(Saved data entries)
◇ ◇ ◇ ◇

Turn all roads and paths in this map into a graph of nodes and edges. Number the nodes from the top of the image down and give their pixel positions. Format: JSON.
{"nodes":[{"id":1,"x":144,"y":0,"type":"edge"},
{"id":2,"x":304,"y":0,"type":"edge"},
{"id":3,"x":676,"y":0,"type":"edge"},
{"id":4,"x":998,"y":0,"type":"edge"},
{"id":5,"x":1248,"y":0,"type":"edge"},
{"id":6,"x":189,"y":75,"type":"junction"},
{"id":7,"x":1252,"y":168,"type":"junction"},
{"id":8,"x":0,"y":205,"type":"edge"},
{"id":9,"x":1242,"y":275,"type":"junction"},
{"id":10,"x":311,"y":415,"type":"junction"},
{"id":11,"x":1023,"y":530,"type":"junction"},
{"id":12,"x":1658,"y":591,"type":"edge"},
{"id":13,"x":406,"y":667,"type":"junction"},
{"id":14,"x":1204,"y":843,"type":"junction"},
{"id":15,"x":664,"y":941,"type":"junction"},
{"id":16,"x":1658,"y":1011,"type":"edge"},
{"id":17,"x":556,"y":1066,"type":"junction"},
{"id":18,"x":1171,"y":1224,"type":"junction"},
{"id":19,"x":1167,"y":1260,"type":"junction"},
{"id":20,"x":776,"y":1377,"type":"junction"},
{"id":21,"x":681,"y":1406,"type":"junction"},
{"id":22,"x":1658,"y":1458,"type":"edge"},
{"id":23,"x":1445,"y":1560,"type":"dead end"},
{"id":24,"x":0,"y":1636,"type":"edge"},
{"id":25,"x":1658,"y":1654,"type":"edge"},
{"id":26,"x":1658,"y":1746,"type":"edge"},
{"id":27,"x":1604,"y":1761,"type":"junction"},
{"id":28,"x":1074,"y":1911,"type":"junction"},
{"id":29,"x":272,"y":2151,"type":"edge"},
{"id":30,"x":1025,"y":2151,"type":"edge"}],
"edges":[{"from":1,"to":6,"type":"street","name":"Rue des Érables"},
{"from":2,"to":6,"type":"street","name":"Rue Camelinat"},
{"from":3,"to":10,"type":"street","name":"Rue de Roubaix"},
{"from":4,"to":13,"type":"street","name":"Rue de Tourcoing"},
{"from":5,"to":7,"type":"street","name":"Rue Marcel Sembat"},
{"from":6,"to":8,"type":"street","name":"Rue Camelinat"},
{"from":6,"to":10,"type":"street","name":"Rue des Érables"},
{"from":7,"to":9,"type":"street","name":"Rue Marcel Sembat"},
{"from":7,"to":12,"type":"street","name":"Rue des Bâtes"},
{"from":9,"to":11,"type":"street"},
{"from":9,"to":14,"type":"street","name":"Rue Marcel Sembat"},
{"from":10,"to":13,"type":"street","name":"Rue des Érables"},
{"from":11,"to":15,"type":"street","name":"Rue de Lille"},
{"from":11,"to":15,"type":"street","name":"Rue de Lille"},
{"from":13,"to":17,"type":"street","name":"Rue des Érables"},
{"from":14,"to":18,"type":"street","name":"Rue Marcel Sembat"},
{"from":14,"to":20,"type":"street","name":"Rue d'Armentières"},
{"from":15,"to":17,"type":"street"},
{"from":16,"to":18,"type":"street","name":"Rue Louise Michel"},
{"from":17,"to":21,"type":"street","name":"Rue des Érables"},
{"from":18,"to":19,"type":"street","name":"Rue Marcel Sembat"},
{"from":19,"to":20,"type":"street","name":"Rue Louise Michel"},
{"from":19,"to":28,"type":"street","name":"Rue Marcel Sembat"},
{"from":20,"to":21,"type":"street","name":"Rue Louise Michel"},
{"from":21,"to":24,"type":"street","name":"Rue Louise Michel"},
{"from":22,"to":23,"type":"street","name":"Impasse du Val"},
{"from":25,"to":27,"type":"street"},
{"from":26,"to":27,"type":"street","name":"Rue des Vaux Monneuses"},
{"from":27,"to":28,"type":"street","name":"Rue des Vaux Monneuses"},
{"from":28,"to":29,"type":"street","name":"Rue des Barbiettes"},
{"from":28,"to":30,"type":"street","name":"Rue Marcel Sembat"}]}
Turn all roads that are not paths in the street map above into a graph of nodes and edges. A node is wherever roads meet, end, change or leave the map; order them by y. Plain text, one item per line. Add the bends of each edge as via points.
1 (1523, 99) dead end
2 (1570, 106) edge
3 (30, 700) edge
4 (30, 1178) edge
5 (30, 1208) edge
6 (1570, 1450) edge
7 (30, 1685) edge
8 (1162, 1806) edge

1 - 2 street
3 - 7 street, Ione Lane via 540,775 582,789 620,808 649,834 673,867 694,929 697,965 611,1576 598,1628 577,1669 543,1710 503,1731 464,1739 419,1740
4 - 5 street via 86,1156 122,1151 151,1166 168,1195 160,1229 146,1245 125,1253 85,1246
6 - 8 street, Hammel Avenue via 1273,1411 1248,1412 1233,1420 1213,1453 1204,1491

◇ ◇ ◇ ◇

# Work request
Within the entries above, some lines may contain "into". Report how many, and nothing else.

# Problem solution
2